In order to overcome limit of linear classifier, we transform the original data so it’s more suitable for linear classifier
- ex) Circular Data could be transformed linearly if we transform cartesian coordinates to polar coordinates
Need to think of structure of data we are dealing with

Image Features

Color Histogram

Transform image to a histogram of color of pixels in the image.

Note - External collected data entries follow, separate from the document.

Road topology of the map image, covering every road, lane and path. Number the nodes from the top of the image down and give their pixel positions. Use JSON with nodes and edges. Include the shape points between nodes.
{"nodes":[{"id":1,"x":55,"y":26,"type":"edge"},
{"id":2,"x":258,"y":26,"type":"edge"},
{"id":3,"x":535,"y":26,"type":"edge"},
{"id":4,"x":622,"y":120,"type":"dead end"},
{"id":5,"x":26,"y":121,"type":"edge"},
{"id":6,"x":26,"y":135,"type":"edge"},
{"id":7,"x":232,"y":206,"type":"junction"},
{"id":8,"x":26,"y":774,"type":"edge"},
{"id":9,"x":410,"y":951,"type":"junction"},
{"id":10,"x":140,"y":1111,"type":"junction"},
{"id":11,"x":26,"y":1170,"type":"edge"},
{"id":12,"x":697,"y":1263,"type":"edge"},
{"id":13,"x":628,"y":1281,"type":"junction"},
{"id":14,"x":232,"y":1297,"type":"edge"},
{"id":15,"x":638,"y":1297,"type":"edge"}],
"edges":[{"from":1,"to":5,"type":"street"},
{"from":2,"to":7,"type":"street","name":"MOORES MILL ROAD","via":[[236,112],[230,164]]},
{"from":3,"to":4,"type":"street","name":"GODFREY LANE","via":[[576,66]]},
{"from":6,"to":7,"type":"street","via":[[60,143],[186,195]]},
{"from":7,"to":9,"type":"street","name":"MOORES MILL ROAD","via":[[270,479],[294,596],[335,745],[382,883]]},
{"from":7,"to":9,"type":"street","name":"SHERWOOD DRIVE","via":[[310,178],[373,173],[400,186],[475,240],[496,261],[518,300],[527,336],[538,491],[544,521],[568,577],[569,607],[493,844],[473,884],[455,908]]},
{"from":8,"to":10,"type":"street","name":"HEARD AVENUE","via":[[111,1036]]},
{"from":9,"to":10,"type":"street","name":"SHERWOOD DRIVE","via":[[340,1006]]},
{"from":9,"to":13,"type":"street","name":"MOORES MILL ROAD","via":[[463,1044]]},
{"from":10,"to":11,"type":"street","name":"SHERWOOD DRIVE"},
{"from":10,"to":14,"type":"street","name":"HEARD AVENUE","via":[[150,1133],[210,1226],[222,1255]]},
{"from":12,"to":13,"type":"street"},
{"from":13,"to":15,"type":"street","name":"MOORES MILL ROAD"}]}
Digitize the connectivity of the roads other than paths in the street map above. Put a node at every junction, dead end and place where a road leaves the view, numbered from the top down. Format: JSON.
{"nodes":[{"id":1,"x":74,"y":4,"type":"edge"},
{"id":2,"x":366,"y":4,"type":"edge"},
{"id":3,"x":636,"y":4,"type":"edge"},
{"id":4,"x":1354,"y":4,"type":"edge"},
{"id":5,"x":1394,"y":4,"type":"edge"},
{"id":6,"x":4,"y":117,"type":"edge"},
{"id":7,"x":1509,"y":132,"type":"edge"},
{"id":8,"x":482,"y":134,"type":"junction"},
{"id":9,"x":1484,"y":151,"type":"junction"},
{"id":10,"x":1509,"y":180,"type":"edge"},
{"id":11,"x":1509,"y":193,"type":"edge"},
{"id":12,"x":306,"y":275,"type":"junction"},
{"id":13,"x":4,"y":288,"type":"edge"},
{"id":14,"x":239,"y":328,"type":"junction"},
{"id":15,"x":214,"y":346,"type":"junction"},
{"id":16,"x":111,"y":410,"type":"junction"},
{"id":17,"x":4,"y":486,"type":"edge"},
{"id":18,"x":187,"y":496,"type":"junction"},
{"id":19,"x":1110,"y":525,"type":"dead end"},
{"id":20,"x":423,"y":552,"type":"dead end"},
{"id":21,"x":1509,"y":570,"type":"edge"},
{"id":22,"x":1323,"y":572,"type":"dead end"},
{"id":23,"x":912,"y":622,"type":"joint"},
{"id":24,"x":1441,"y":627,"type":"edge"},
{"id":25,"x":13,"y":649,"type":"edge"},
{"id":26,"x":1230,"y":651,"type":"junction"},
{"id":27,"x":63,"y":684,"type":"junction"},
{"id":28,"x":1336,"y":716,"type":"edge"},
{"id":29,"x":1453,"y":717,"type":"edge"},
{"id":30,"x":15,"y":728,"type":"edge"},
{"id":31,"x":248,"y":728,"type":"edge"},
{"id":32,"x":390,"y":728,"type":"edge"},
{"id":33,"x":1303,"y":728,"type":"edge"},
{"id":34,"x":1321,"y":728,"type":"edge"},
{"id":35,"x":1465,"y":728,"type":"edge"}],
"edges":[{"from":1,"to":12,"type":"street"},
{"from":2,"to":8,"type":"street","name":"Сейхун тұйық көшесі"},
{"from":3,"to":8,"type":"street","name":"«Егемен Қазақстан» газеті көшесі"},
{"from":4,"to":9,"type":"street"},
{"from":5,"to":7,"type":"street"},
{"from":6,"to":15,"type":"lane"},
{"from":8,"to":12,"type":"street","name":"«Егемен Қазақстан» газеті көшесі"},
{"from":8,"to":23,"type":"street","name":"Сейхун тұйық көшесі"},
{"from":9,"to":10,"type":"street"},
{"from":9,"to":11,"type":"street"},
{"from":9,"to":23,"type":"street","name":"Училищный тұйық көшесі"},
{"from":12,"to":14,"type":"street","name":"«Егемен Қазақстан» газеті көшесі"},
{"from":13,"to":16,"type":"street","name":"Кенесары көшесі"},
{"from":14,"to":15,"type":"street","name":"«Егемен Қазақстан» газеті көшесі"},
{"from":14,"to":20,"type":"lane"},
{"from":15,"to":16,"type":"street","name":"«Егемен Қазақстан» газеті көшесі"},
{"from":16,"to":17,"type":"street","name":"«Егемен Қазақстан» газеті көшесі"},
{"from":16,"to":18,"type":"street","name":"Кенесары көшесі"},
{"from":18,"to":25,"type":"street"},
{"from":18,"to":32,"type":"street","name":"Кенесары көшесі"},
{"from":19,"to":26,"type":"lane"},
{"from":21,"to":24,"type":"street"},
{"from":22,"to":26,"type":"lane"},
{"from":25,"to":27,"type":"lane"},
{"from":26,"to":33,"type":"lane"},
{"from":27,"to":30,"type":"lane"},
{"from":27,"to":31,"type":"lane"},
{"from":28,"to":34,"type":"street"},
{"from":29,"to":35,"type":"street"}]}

Histogram of Oriented Gradients (HoG)

Compute Edge Direction/Strength at each pixel
Divide image into 8x8 regions
Within each region compute a histogram of edge directions weighted by edge strength

Neural Networks

Linear Score Functions: $f=Wx$
2-layer Neural Network: $f=W_2\,max(0,W_1x)$
- $W_2\in\mathbb{R}^{C\times H}\quad W_1\in\mathbb{R}^{H\times D}\quad x\in\mathbb{R}^D$
- C = # of classes, H = Hidden Layer
- In practice, there will be bias between each layer
These are called Fully Connected NN or Multi-Layer Perceptron (MLP)
- Units in each layer of network are connected to each other.
Depth = number of layers = number of weight Matrices

import numpy as np
from numpy.random import randn

# Initialize Weights and data
N, Din, H, Dout = 64, 1000, 100, 10
x, y = randn(N, Din), randn(N, Dout)
w1, w2 = randn(Din, H), randn(H, Dout)

for t in range (10000):
	# Compute Loss (Sigmoid Activation, L2 Loss)
	h = 1.0/(1.9 + np.exp(-x.dot(w1)))
	y_pred = h.dot(w2)
	loss = np.square(y_pred - y).sum()

	# Compute Gradients
	dy_pred = 2.0 * (y_pred - y)
	dw2 = h.T.dot(dy_pred)
	dh = dy_pred.dot(w2.T)
	dw1 = x.T.dot(dh * h * (1 - h))
	
	# SGD Step
	w1 -= 1e-4 * dw1
	w2 -= 1e-4 * dw2

Activation Function

A non-linear function between the layers that prevent the neural network becoming just a linear classifier
The 2-layer NN would become a Linear Classifier without the ReLU function

$$ s=W_2W_1x=W_3x,\quad W_x=W_2W_1 $$